_TASK DIRECTIONS_:
The answer must be a single number: how many lines in the entries hold the string "roads".

(Collection entries)
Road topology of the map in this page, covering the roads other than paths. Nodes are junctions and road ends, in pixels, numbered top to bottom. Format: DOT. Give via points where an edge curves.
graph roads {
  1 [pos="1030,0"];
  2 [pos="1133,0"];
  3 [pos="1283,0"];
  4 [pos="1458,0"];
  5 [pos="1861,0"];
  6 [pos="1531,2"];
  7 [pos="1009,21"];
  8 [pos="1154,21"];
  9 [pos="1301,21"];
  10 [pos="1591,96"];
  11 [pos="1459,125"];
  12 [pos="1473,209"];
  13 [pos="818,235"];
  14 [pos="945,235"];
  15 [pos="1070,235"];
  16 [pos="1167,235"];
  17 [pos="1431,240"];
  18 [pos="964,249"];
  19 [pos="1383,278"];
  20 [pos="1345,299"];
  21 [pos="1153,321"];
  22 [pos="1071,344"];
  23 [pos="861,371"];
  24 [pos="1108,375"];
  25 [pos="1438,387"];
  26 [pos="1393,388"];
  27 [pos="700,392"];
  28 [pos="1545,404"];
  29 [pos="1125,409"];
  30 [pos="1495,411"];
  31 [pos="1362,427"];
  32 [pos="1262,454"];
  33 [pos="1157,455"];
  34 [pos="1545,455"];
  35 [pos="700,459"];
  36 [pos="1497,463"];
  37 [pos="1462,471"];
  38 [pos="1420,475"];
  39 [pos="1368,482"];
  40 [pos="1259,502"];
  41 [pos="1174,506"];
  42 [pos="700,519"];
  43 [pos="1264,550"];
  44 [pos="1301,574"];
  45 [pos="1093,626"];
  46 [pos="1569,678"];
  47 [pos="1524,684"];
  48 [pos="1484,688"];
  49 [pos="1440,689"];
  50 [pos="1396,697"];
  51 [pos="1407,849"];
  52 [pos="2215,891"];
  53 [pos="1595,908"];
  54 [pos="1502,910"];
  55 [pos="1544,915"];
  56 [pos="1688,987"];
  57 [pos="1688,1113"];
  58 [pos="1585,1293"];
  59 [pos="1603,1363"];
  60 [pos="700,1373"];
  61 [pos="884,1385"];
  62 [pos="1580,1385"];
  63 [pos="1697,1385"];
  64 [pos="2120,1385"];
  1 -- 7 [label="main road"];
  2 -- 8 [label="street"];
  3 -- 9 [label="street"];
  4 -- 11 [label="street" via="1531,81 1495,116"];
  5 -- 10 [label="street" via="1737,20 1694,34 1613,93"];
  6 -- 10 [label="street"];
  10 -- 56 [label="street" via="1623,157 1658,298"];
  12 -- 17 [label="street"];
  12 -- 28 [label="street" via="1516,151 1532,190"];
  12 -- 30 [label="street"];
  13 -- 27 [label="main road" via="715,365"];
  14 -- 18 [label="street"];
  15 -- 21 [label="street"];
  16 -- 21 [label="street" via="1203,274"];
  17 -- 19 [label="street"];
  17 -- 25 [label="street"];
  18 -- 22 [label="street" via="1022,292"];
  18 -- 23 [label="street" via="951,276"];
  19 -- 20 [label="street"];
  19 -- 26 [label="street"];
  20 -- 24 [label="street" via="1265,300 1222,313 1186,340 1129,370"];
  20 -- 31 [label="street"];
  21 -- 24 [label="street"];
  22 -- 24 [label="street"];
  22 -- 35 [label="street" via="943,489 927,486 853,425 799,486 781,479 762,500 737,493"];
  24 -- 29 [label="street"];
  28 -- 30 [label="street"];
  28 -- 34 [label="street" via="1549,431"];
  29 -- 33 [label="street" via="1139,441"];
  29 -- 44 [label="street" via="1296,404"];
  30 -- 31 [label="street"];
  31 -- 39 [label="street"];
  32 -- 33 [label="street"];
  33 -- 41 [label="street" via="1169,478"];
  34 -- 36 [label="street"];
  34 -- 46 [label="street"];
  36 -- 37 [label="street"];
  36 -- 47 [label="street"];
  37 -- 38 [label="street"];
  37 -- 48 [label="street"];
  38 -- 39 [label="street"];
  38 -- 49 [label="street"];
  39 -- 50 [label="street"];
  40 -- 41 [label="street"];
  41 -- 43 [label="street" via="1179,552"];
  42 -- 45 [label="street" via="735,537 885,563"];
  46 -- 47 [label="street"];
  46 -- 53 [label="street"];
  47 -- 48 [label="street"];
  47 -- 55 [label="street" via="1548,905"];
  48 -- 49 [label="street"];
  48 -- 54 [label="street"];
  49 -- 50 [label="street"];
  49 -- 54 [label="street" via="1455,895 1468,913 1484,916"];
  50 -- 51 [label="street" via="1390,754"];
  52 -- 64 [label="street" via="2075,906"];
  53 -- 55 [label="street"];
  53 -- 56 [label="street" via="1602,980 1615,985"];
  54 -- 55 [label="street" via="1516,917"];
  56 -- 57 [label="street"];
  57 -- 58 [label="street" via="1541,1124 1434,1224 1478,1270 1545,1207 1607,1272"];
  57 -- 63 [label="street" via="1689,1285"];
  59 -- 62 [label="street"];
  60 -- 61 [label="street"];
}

_SOLUTION_:
2